Why It’s So Hard to Stop Ourself From Buying a Lottery Ticket

lottery

The lottery is a game of chance. It’s also a gilded trap that entices people with dreams of instant riches. The big thing that the lottery does is it dangles this promise of wealth in an age when wealth inequality is high and social mobility low. This is why it’s so hard to stop ourselves from buying that ticket, even though we know the odds are against us.

Lotteries are a form of gambling, and most state governments tax the winnings. As Cohen explains, in the late nineteenth and early twentieth centuries, states faced budget crises, and they looked for ways to raise money without angering anti-tax voters. Those campaigns were successful, and by the mid-twentieth century, the lottery had become an established part of the American landscape.

But the moral problems with lotteries are not as straightforward as they seem.
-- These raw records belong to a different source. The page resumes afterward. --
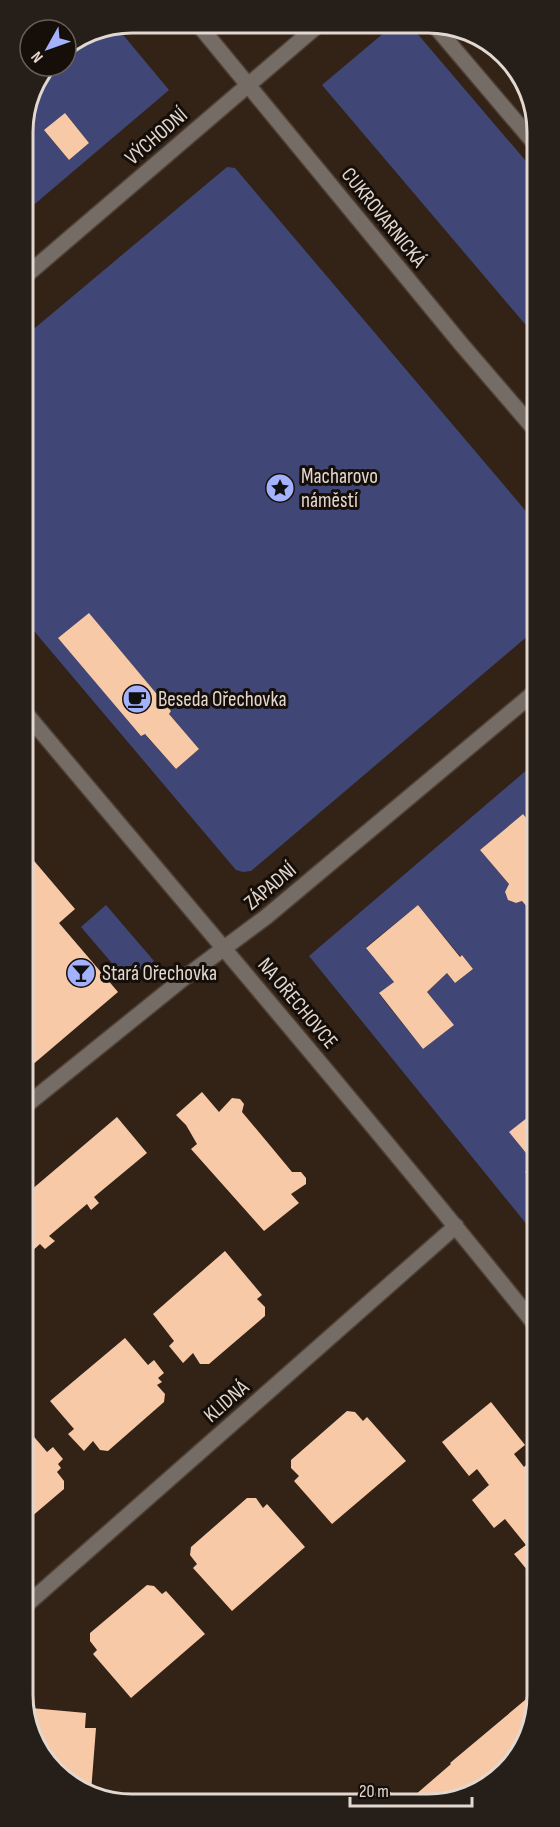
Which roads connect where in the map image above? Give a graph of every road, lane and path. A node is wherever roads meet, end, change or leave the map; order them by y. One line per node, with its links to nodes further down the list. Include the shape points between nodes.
1 (205, 33): 4 (street, CUKROVARNICKÁ)
2 (309, 33): 4 (street, VÝCHODNÍ)
3 (442, 34): 5 (street)
4 (249, 84): 6 (street, VÝCHODNÍ); 7 (street, CUKROVARNICKÁ)
5 (527, 134)
6 (33, 269)
7 (527, 421)
8 (527, 699): 10 (street, ZÁPADNÍ)
9 (33, 722): 10 (street, NA OŘECHOVCE)
10 (226, 948): 11 (street, ZÁPADNÍ); 12 (street, NA OŘECHOVCE)
11 (33, 1100)
12 (456, 1226): 13 (street, NA OŘECHOVCE); 14 (street, KLIDNÁ)
13 (527, 1315)
14 (33, 1599)

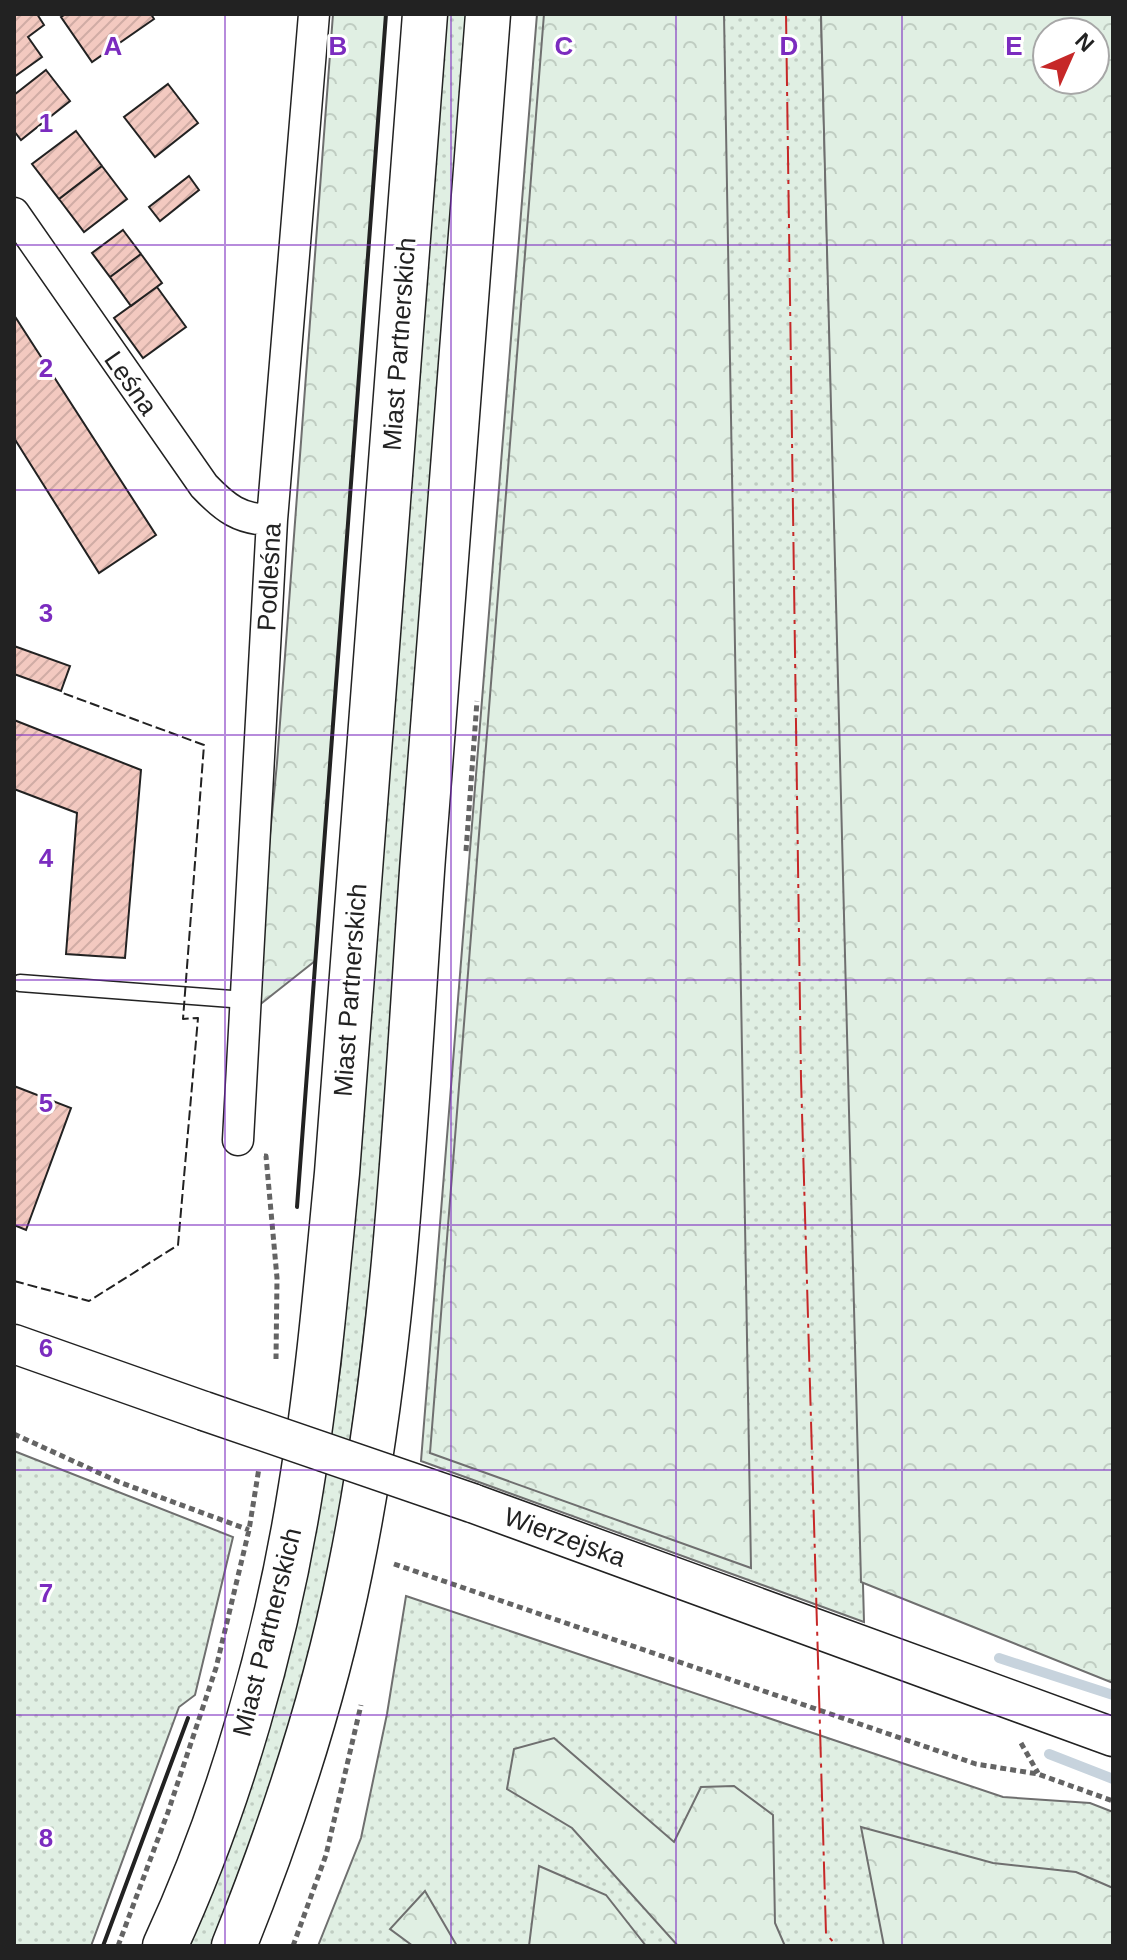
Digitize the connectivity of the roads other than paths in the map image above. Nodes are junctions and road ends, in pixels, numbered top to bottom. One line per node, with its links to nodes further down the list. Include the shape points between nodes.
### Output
1 (314, 14): 5 (street, Podleśna)
2 (425, 14): 12 (main road, Miast Partnerskich, via 319,1363 301,1488 267,1651 229,1779)
3 (488, 14): 13 (main road, via 400,1173 378,1397 363,1506 331,1655 294,1787)
4 (14, 213): 5 (street, Leśna, via 204,486 237,515)
5 (272, 520): 8 (street, Podleśna)
6 (17, 980): 7 (lane); 8 (lane)
7 (14, 1000)
8 (245, 1000): 9 (street, Podleśna)
9 (238, 1140)
10 (14, 1344): 11 (street, Wierzejska, bridge, via 472,1503)
11 (1113, 1737)
12 (165, 1946)
13 (234, 1946)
As a general rule, if the entertainment value of the lottery is high enough for a particular individual, then the disutility of losing money on the tickets is outweighed by the utility of the monetary and non-monetary benefits of playing.

So, in the end, most people feel okay about their decisions to buy tickets, even if those tickets are a form of gambling. That’s probably because there’s another message that comes along with them: namely, that it’s a good idea to buy a lottery ticket because it raises money for the state. This is a strange claim, but it’s a real one.